▸ TASK TO COMPLETE
In the data below, find each line that contains the word "Parkway" and copy it.

▸ MATERIAL SUPPLIED
- - - - -
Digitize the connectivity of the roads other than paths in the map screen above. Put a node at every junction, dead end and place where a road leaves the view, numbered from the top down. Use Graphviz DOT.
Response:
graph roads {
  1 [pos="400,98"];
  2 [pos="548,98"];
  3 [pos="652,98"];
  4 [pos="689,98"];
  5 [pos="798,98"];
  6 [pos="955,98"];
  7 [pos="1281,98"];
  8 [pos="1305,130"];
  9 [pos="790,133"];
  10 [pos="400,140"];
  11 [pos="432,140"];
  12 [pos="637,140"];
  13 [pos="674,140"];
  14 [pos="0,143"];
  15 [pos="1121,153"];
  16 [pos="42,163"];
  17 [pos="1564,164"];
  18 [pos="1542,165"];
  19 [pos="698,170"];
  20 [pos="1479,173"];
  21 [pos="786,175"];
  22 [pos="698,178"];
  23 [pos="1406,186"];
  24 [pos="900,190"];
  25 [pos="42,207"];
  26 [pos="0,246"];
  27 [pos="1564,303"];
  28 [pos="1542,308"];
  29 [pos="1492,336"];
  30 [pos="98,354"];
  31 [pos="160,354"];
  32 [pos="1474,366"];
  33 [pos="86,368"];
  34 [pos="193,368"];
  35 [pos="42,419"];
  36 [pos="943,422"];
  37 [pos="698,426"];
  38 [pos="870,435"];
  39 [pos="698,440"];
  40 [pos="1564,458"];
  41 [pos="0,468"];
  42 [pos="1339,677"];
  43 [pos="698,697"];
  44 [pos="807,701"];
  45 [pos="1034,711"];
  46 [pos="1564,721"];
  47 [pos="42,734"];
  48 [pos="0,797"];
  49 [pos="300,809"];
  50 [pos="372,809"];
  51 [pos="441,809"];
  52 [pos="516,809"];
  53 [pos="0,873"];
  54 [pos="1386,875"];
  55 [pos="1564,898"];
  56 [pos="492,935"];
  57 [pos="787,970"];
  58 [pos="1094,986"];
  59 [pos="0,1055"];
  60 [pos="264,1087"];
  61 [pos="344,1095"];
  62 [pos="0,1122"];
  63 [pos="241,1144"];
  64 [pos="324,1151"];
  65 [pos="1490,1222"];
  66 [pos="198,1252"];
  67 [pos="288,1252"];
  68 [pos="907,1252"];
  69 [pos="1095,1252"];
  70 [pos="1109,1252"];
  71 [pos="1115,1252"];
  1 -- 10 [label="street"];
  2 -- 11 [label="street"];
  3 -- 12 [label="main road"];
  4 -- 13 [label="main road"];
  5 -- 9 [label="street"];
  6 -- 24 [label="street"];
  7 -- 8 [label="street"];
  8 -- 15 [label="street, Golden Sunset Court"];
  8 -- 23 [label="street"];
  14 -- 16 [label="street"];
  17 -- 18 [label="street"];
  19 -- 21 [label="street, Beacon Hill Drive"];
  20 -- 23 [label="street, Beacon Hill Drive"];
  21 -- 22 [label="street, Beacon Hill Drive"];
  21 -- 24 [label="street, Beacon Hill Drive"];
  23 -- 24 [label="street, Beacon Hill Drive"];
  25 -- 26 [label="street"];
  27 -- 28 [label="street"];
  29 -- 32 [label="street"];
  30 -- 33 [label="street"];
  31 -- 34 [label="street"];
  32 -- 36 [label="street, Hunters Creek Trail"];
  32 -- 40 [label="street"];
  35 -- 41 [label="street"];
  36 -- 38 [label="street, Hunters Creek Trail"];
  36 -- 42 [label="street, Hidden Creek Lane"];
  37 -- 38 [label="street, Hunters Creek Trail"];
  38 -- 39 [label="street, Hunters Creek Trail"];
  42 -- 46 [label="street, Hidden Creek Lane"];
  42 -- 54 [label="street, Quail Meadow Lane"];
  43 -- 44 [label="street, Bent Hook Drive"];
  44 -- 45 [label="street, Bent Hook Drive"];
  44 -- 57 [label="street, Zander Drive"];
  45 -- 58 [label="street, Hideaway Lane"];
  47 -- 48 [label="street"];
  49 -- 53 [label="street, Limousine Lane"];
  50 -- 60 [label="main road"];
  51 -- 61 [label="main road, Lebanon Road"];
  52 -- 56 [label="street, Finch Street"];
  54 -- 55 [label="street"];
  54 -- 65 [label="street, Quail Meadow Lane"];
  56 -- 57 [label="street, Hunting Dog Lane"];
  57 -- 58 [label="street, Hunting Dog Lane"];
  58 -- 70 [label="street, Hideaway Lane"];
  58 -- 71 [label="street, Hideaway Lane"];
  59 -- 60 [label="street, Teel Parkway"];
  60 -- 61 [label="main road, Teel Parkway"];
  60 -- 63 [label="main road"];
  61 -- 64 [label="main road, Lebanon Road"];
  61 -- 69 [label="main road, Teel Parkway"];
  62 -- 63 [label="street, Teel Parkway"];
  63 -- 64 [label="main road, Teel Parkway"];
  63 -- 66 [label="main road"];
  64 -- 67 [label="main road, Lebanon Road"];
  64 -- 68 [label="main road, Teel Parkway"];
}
- - - - -
▸ SOLVED PROBLEM
  59 -- 60 [label="street, Teel Parkway"];
  60 -- 61 [label="main road, Teel Parkway"];
  61 -- 69 [label="main road, Teel Parkway"];
  62 -- 63 [label="street, Teel Parkway"];
  63 -- 64 [label="main road, Teel Parkway"];
  64 -- 68 [label="main road, Teel Parkway"];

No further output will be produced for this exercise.